Superintegrability of $q,t$-matrix models and quantum toroidal algebra recursions

TL;DR

This paper explores the superintegrability properties of $q,t$-matrix models linked to quantum toroidal algebras, providing new formulas and insights into their correlation functions and connections to orthogonal polynomials.

Contribution

It introduces a universal algebraic approach to derive superintegrability formulas for $q,t$-matrix models, including new models not previously studied.

Findings

Derived new superintegrability formulas for $q,t$-deformed ensembles

Provided algebraic proofs of known superintegrability results

Connected superintegrability to orthogonal polynomial theory

Abstract

$q,t$-deformed matrix models give rise to representations of the deformed Virasoro algebra and more generally of the quantum toroidal $\mathfrak{gl}_1$ algebra. These representations are described in terms of finite difference equations that induce recursion relations for correlation functions. Under suitable assumptions, these recursions admit unique solutions expressible through "superintegrability" formulas, i.e. explicit closed formulas for averages of Macdonald polynomials.
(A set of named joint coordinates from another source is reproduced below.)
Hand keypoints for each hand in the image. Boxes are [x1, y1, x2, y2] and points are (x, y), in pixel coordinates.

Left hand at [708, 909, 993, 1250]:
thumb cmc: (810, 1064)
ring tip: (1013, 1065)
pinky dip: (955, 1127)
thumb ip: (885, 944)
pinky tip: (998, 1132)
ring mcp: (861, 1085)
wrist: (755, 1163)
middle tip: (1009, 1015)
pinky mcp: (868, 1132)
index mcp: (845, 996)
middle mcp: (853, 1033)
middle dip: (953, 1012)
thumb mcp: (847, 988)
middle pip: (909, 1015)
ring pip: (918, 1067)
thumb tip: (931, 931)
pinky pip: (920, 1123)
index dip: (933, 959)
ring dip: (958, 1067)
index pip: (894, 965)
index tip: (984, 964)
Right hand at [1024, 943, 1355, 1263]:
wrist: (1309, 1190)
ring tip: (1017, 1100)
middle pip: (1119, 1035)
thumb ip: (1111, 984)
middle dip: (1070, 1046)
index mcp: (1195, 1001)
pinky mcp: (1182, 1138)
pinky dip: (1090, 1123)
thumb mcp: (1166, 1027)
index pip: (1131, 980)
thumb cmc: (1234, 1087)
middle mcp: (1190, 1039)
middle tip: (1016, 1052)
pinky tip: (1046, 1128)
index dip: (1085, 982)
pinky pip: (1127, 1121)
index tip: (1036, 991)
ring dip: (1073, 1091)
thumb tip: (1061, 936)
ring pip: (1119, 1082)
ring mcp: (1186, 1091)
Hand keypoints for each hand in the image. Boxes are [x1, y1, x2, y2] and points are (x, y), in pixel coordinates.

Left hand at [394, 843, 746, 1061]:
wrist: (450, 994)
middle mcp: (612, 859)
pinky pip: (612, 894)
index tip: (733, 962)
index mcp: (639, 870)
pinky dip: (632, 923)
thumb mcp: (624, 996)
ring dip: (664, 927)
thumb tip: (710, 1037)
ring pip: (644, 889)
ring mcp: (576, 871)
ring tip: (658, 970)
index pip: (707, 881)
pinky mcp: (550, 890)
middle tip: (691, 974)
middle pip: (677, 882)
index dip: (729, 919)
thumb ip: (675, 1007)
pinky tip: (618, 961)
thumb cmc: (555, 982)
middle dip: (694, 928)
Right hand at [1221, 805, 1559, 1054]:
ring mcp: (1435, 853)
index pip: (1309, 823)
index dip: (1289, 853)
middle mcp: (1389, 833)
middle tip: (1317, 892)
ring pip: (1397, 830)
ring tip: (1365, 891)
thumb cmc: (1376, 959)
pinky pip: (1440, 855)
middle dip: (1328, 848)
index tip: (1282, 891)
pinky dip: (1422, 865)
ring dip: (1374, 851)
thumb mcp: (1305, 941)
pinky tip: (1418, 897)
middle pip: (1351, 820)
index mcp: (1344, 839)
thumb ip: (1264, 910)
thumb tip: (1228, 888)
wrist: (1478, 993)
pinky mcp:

In this paper, we discuss examples arising from localization of 3d $\mathcal{N}=2$ theories, which include $q,t$-deformation of well known classical ensembles: Gaussian, Laguerre and Jacobi. We explain how relations in the quantum toroidal algebra can be used to give a new and universal proof of the known superintegrability formulas, as well as to derive new formulas for models that have not been previously studied in the literature. Finally, we make some remarks regarding the relation between superintegrability and orthogonal polynomials.